Pemilu merupakan ajang perwujudan ”kedaulatan rakyat” untuk menghadirkan perwakilan dan pemimpin yang berkualitas. Untuk itu, dalam pemilu tentu memerlukan perlengkapan nomenklatur agar bisa berjalan dengan baik. Itu tertuang di Undang-Undang Pemilu, dengan adanya penyelenggara pemilu sebagai pawang pesta demokrasi.

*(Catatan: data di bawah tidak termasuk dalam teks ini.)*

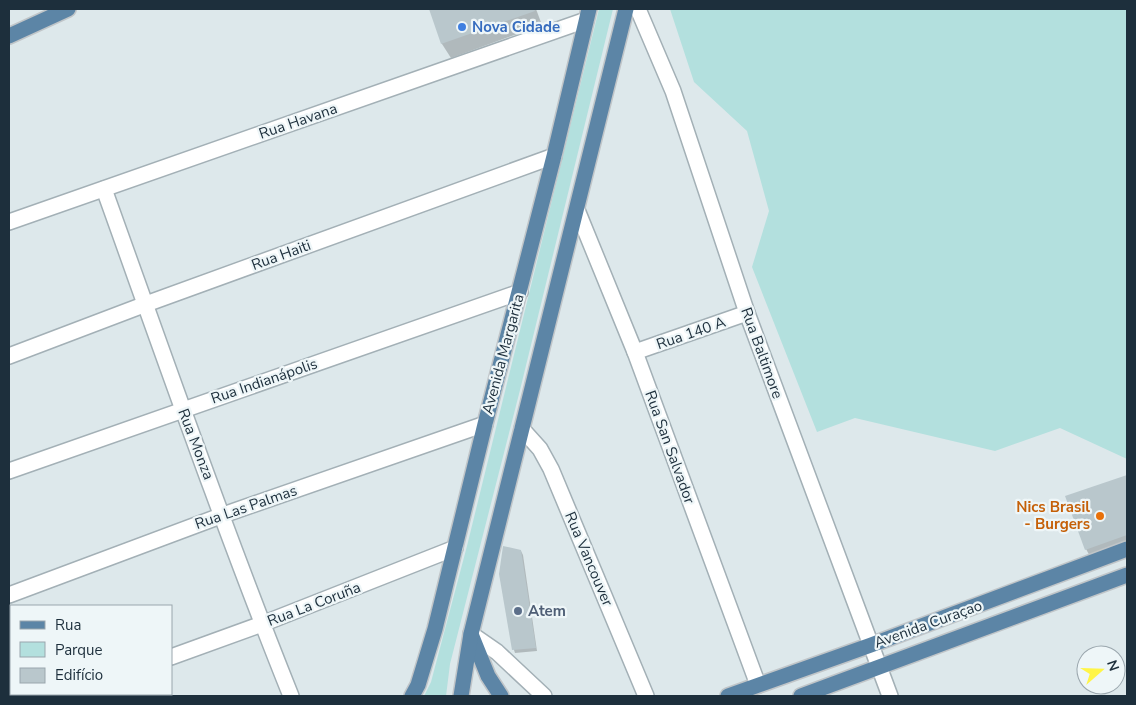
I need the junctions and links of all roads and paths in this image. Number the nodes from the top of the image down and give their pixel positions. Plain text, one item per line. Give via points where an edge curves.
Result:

Tesis kunci pemilu terkristal dalam konsep ”kedaulatan rakyat” dengan adanya partisipasi masyarakat yang memenuhi syarat untuk memilih. Hal ini termaktub dalam Pasal 202 Ayat (2) dan Pasal 210 Ayat (3) UU Nomor 7 Tahun 2017 tentang Pemilu (UU Pemilu) yang menyebutkan bahwa pemilih yang terdaftar dan berhak menyalurkan hak suara di tempat pemungutan suara (TPS) hanya pemilih yang memiliki kartu tanda penduduk (KTP) elektronik. Begitu juga dengan Putusan Mahkamah Konstitusi Nomor 20/PUU-XVII/2019 yang menyebutkan bahwa warga yang tidak memiliki KTP elektronik bisa menggunakan surat keterangan yang dikeluarkan oleh dinas kependudukan dan pencatatan sipil.